同社では社会を変えるヘルスケアソリューションの提供を目指す「CHUGAI DIGITAL VISION 2030」を発表し、DXを部門横断的に推進する「デジタル戦略推進部」を発足しました。
まずは職能を見極めたキャリア採用と、新たに立ち上げた人材育成プラン「Chugai Digital Academy」により、DXを推進する人材の足場作りに注力しました。
そのうえで、AIの活用によってさまざまな業務を効率化させたことで、特に創薬プロセスの大幅な改善に成功しています。具体的には、デジタル技術の活用によって可能性の高い化合物を初期段階で効率的に絞り込み、新薬開発の成功確率を高めるといった具合です。
また、7000日を要していた効果の評価プロセスをデジタル技術の活用により数時間にまで短縮した例もあります。
霧島酒造
大正5年の創業以来、「黒霧島」や「白霧島」といった本格焼酎を製造・販売する霧島酒造株式会社では、DXによる大きな飛躍を目標に掲げ、製販プロセスの変革を目指す「あじわいDX」、顧客体験の向上を目指す「くつろぎDX」、従業員体験の向上を目指す「ひとづくりDX」といったDXの3本柱を設定しました。
あじわいDXとは、原料であるさつまいもの調達、製造管理、物流、販売までのプロセスを見直し、効率的かつより高品質な製品提供が行える環境の構築を目指す領域です。
リソースを効率的に活用することで、本来持っていた発酵技術を活かし、甘酒やクラフトコーラといった新たな製品の販売にも成功しています。
くつろぎDXでは、顧客を卸店や小売店を対象としたBtoB領域と、実際に商品を購入するユーザーを対象としたBtoC領域に分け、それぞれに対してマーケティング施策を実践しました。
BtoB領域ではSFA(セールス・フォース・オートメーション/営業支援システム)の導入に取り組みながら、消費者の嗜好データにもとづいた販促活動と、卸売業や小売業との密な連携体制の構築に取り組んでいます。
また、BtoC領域については、CDPの導入によって、オンライン・オフラインのあらゆるチャネルの顧客データを統合し、より高度なデータ収集と分析を進めています。
SFAの導入により、特に大きな変化が表れたのは顧客とのつながりです。従来の体制では、キャンペーンを実施しても、応募者との接点はその1度限りであり、継続的な関係性は構築できていませんでした。
顧客データとしても、「過去に〇〇キャンペーンに応募した」という情報しか把握できていなかったため、その後の施策に活かすことができなかったのです。しかし、オートメーションツールの導入によって顧客ごとにきめ細かなアプローチが行えるようになり、強固な関係性を育てることに成功しています。

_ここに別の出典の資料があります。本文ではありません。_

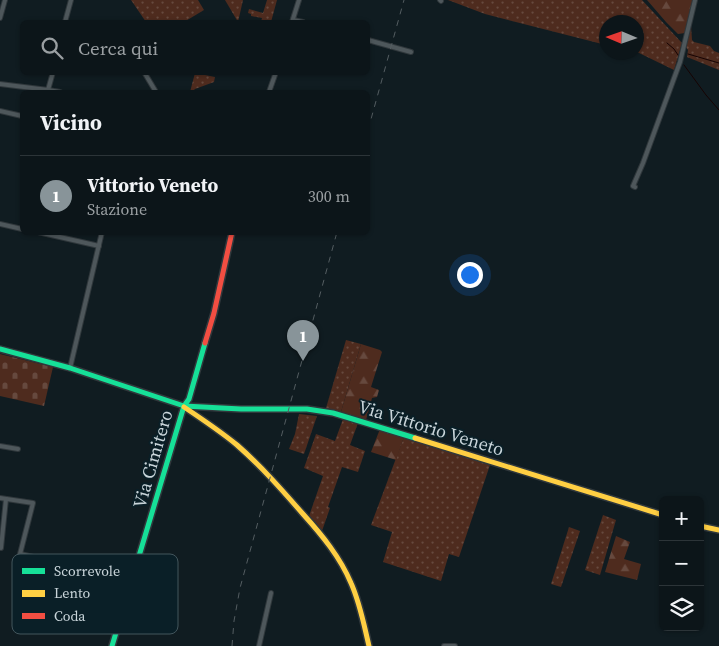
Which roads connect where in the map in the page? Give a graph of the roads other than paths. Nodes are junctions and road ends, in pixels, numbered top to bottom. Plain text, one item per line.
1 (5, 0) edge
2 (71, 0) edge
3 (299, 0) edge
4 (695, 0) edge
5 (0, 18) edge
6 (66, 20) edge
7 (293, 20) edge
8 (370, 41) edge
9 (411, 52) dead end
10 (52, 75) edge
11 (146, 75) edge
12 (275, 75) edge
13 (0, 84) edge
14 (48, 90) joint
15 (155, 90) edge
16 (270, 90) edge
17 (0, 111) edge
18 (20, 116) edge
19 (635, 187) dead end
20 (0, 224) edge
21 (20, 229) edge
22 (51, 235) edge
23 (101, 235) edge
24 (231, 235) edge
25 (99, 246) junction
26 (0, 349) edge
27 (70, 368) junction
28 (184, 406) junction
29 (0, 446) edge
30 (18, 448) dead end
31 (0, 498) edge
32 (6, 499) junction
33 (659, 514) edge
34 (704, 527) edge
35 (719, 530) edge
36 (1, 548) edge
37 (20, 554) edge
38 (140, 554) edge
39 (271, 593) dead end
40 (116, 634) edge
41 (112, 646) edge
42 (259, 646) edge
43 (369, 646) edge
44 (444, 646) edge
45 (455, 646) edge

1 - 5 street
2 - 6 street
3 - 7 street
4 - 19 street
8 - 9 street
10 - 14 street
11 - 15 street
12 - 16 street
13 - 14 street
17 - 18 street
20 - 21 street
22 - 25 street
23 - 25 street
24 - 28 street
25 - 27 street
26 - 27 street, Via Cimitero
27 - 28 street, Via Cimitero
28 - 33 street, Via Vittorio Veneto
28 - 38 street, Via Cimitero
28 - 43 street
29 - 30 street
31 - 32 street
32 - 36 street
32 - 37 street
34 - 35 street
39 - 42 street
40 - 41 street, Via Cimitero
44 - 45 street

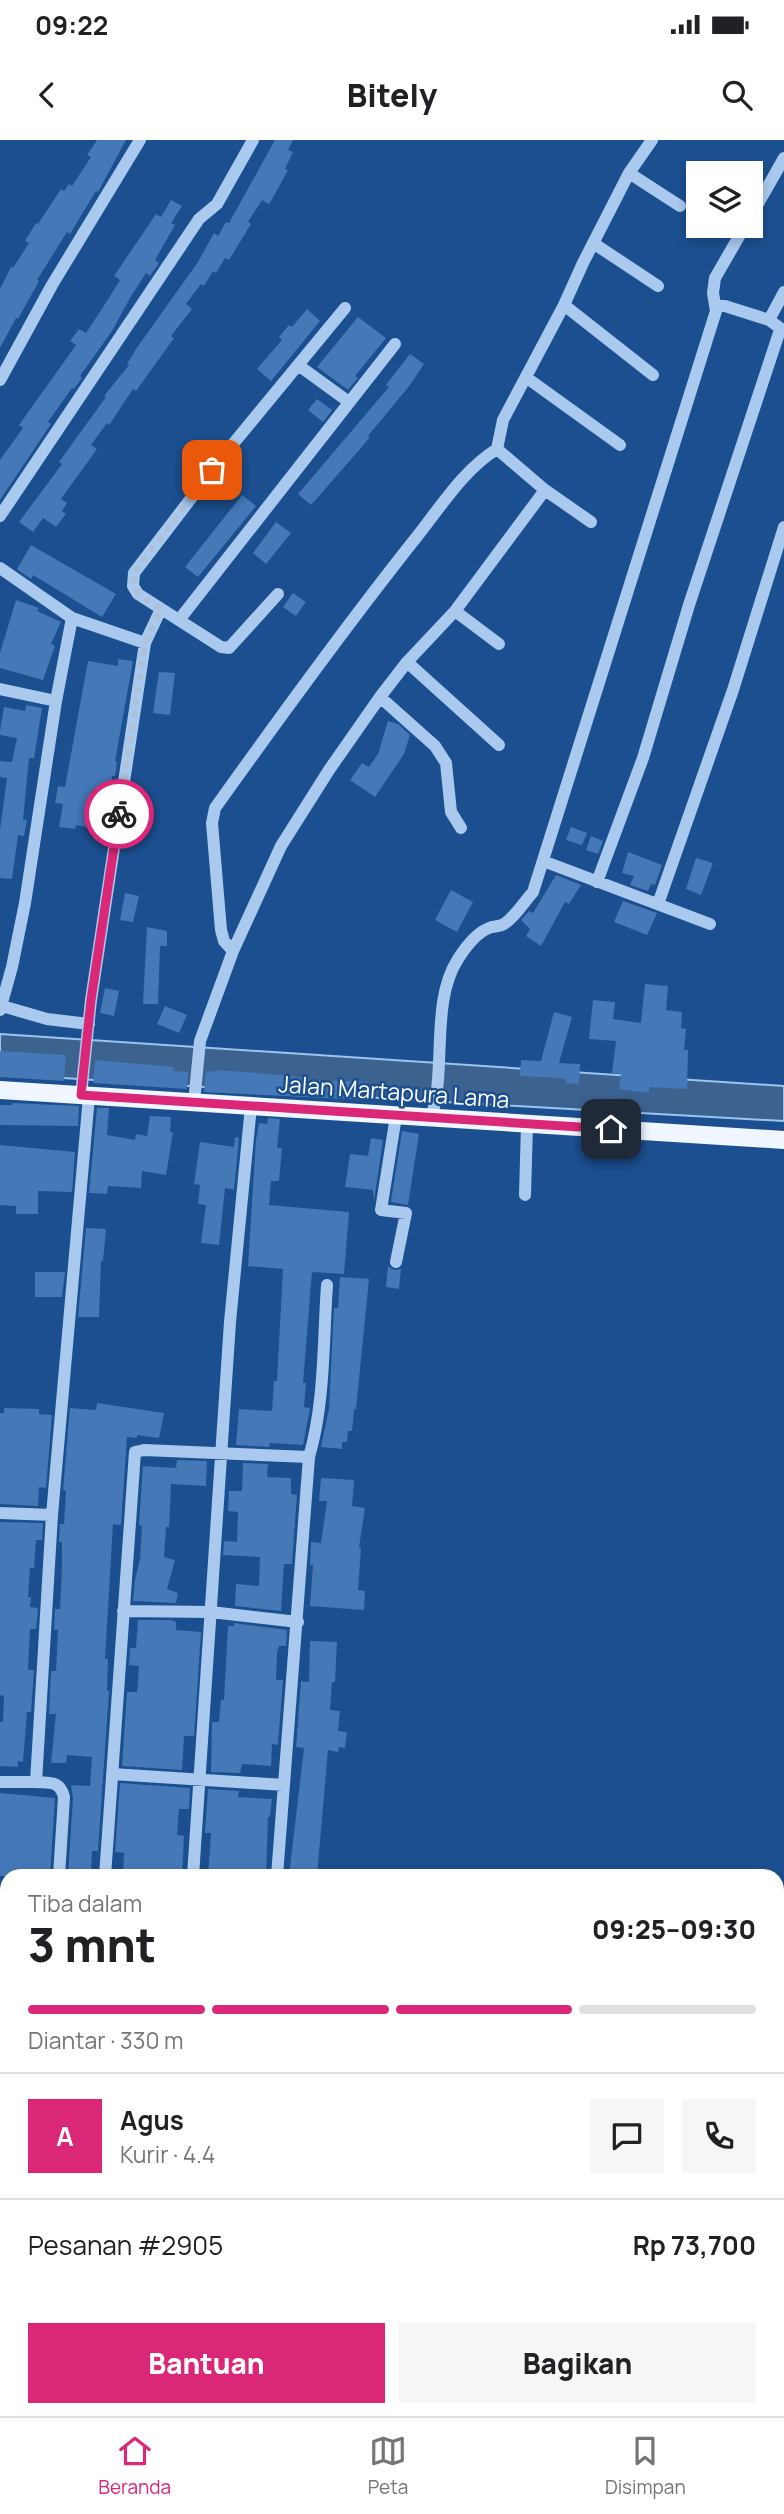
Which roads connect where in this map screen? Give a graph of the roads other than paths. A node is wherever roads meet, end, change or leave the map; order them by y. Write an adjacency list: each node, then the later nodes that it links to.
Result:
1 (140, 140): 21 (street)
2 (253, 140): 26 (street)
3 (652, 140): 5 (street)
4 (784, 158): 6 (street)
5 (629, 173): 7 (street); 9 (street)
6 (763, 195)
7 (680, 206)
8 (738, 238): 13 (street)
9 (593, 243): 10 (street); 12 (street)
10 (658, 286)
11 (784, 292): 15 (street)
12 (564, 305): 19 (street); 20 (street)
13 (715, 306): 15 (street); 43 (street)
14 (345, 308): 18 (street)
15 (769, 320): 16 (street)
16 (782, 330): 44 (street)
17 (395, 344): 22 (street)
18 (298, 365): 22 (street); 31 (street)
19 (653, 375)
20 (527, 378): 23 (street); 24 (street)
21 (0, 380)
22 (349, 402): 34 (street)
23 (620, 445)
24 (496, 449): 25 (street); 47 (street)
25 (545, 490): 27 (street); 32 (street)
26 (0, 516)
27 (591, 522)
28 (784, 527): 45 (street)
29 (1, 574): 33 (street)
30 (278, 594): 34 (street)
31 (161, 609): 34 (street); 35 (street)
32 (455, 611): 36 (street); 37 (street)
33 (72, 618): 35 (street); 40 (street)
34 (179, 620)
35 (145, 643): 49 (street)
36 (499, 644)
37 (407, 662): 39 (street); 41 (street)
38 (0, 689): 40 (street)
39 (380, 697): 42 (street); 47 (street)
40 (56, 701): 48 (street)
41 (499, 745)
42 (461, 828)
43 (542, 861): 44 (street); 54 (street)
44 (597, 882): 45 (street)
45 (657, 904): 46 (street)
46 (710, 924)
47 (233, 951): 52 (street)
48 (1, 1008): 49 (street)
49 (88, 1028): 51 (street)
50 (0, 1090): 51 (main road, Jalan Martapura Lama)
51 (84, 1092): 52 (main road, Jalan Martapura Lama); 64 (street)
52 (195, 1098): 53 (main road, Jalan Martapura Lama)
53 (251, 1106): 55 (main road, Jalan Martapura Lama); 61 (street)
54 (433, 1112): 55 (main road, Jalan Martapura Lama); 56 (main road, Jalan Martapura Lama)
55 (396, 1116): 59 (street)
56 (527, 1124): 57 (main road, Jalan Martapura Lama); 58 (street)
57 (784, 1140)
58 (525, 1195)
59 (397, 1262)
60 (327, 1285): 62 (street)
61 (223, 1454): 62 (street); 65 (street); 66 (street)
62 (309, 1457): 67 (street)
63 (0, 1513): 64 (street)
64 (52, 1515): 71 (street)
65 (123, 1611): 66 (street); 68 (street)
66 (211, 1612): 67 (street); 69 (street)
67 (298, 1622): 72 (street)
68 (112, 1773): 69 (street); 74 (street)
69 (199, 1778): 72 (street); 75 (street)
70 (0, 1782): 71 (street)
71 (36, 1782): 73 (street)
72 (284, 1785): 76 (street)
73 (59, 1869)
74 (105, 1869)
75 (193, 1869)
76 (277, 1869)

さらに、ひとづくりDXではAIソリューションやロボットによる作業の効率化を促進し、人にしかできない仕事に集中できるような環境設定に取り組んでいます。トップダウンとボトムアップの双方向によるコミュニケーションを推進力にして、現場社員の積極的な参加を促す工夫が凝らされている点が特徴です。
まとめ
DXは単なるIT化やデジタライゼーションとは異なり、デジタル技術の活用によって企業のビジネスモデルや風土、社会との関係性までを対象としたダイナミックな革新を指す用語です。経済産業省によって「2025年の崖」として警鐘が鳴らされたように、企業にとってDXは今後の成長を大きく左右する重要なテーマでもあります。
一方で、既存システムとのコンフリクトやDX人材の不足など、DXの推進においては多くの企業が共通して抱える課題も存在します。また、そもそもDXが持つ概念の幅広さから、社内で共通認識を構築したり、経営層と現場の足並みをそろえたりするのに苦労してしまうケースも少なくありません。
DXの推進に積極的に取り組む企業の事例も参考にしながら、自社が目指すべき方向性を探り、具体的な施策へと落とし込むことが大切です。